Enterprise safety management (ESM) gives the enterprise a unique agility
to respond to adverse situations because of the total alignment of incorporating
an injury-free workplace (IFW) into the organizational fabric and a universal
integration of all operations and systems. What is unique about ESM is the breadth
of its vision. Once ESM is implemented, it does not stop. The real value of
ESM becomes evident when it becomes an integrated and fully aligned part of
the business enterprise. Compliance with safety standards and the reduction
of the cost of risk are a byproduct of ESM, not the focus of it.

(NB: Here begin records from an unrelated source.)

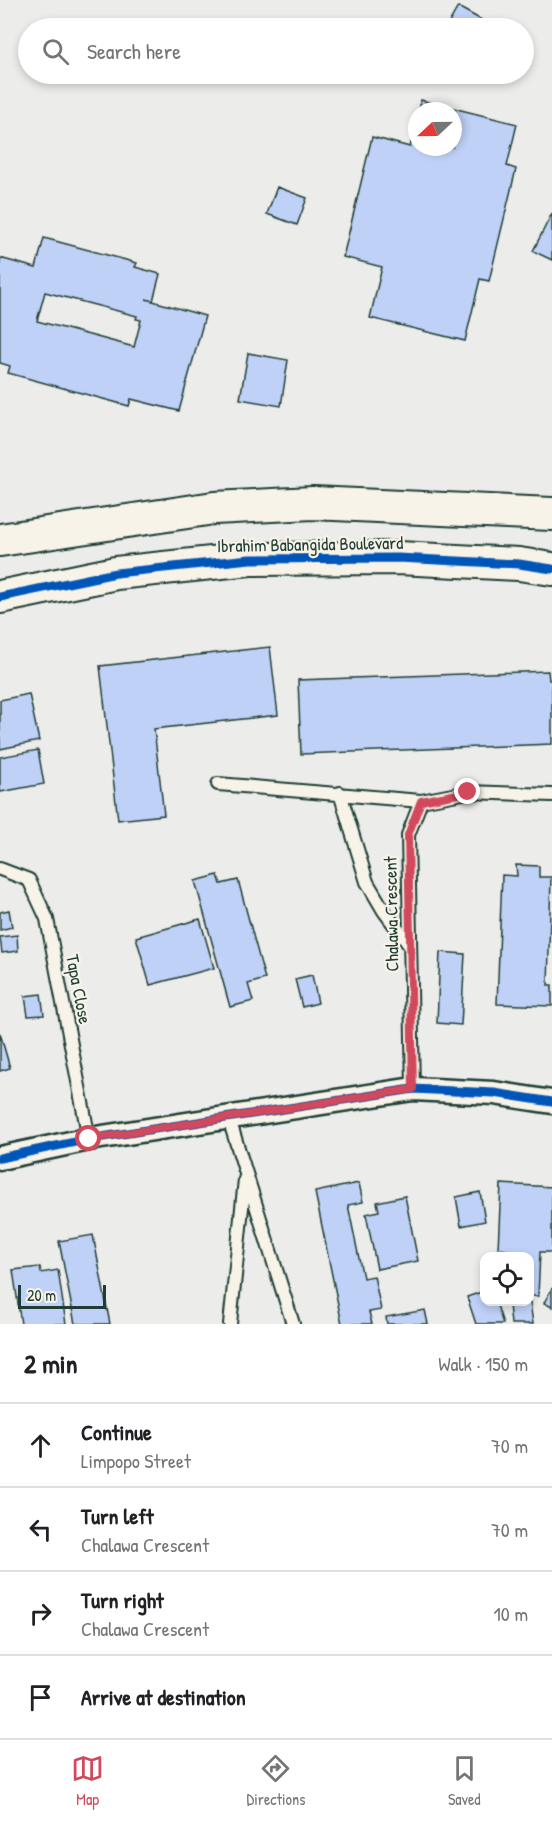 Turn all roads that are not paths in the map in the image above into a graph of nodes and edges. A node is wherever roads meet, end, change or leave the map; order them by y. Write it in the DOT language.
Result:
graph roads {
  1 [pos="552,514"];
  2 [pos="0,540"];
  3 [pos="552,569"];
  4 [pos="0,597"];
  5 [pos="218,784"];
  6 [pos="340,793"];
  7 [pos="552,795"];
  8 [pos="421,801"];
  9 [pos="0,869"];
  10 [pos="410,945"];
  11 [pos="413,1089"];
  12 [pos="552,1102"];
  13 [pos="229,1119"];
  14 [pos="89,1139"];
  15 [pos="0,1158"];
  16 [pos="246,1173"];
  17 [pos="230,1324"];
  18 [pos="294,1324"];
  1 -- 2 [label="street, Ibrahim Babangida Boulevard"];
  3 -- 4 [label="street, Ibrahim Babangida Boulevard"];
  5 -- 6 [label="lane"];
  6 -- 8 [label="lane"];
  6 -- 10 [label="lane"];
  7 -- 8 [label="lane"];
  8 -- 10 [label="lane, Chalawa Crescent"];
  9 -- 14 [label="lane, Tapa Close"];
  10 -- 11 [label="lane, Chalawa Crescent"];
  11 -- 12 [label="street"];
  11 -- 13 [label="street"];
  13 -- 14 [label="street"];
  13 -- 16 [label="lane"];
  14 -- 15 [label="street"];
  16 -- 17 [label="lane"];
  16 -- 18 [label="lane"];
} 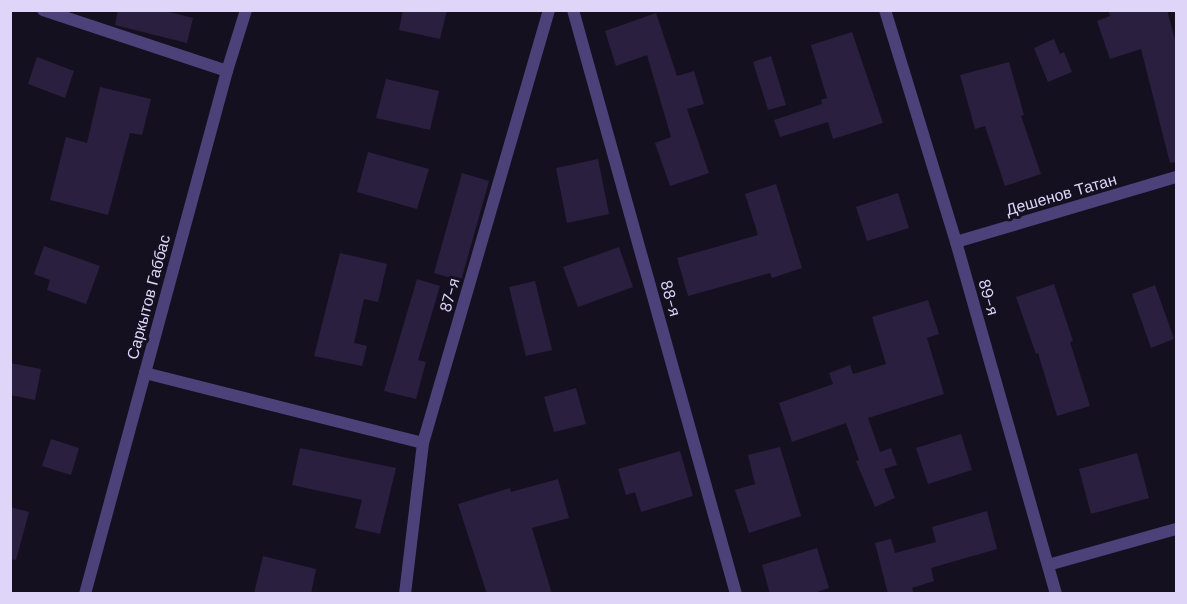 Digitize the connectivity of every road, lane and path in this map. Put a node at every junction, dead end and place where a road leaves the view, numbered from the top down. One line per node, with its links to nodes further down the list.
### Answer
1 (42, 10): 6 (street)
2 (246, 10): 6 (street, Саркытов Габбас)
3 (549, 10): 10 (street, 87-я)
4 (573, 10): 15 (street, 88-я)
5 (885, 10): 8 (street, 89-я)
6 (227, 71): 9 (street, Саркытов Габбас)
7 (1176, 177): 8 (street, Дешенов Татан)
8 (956, 242): 12 (street, 89-я)
9 (144, 373): 10 (street); 13 (street, Саркытов Габбас)
10 (423, 443): 14 (street, 87-я)
11 (1176, 529): 12 (street)
12 (1048, 565): 16 (street, 89-я)
13 (85, 594)
14 (405, 594)
15 (736, 594)
16 (1056, 594)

ESM represents a fundamental shift in the way businesses can approach providing
an injury-free workplace for its employees. The present global orientation and
economic reality dictates the need to manage effectively and efficiently. The
cost of risk is one area that can benefit from the use of the ESM process. ESM
also contributes to effectively managing organizational risk, fosters integrated
decision-making, assists in streamlining operations, improves communication,
and positively impacts the bottom line.
So what is ESM and how does it work? Some of the underlying principles, practices,
definitions, and/or impact of ESM include the following.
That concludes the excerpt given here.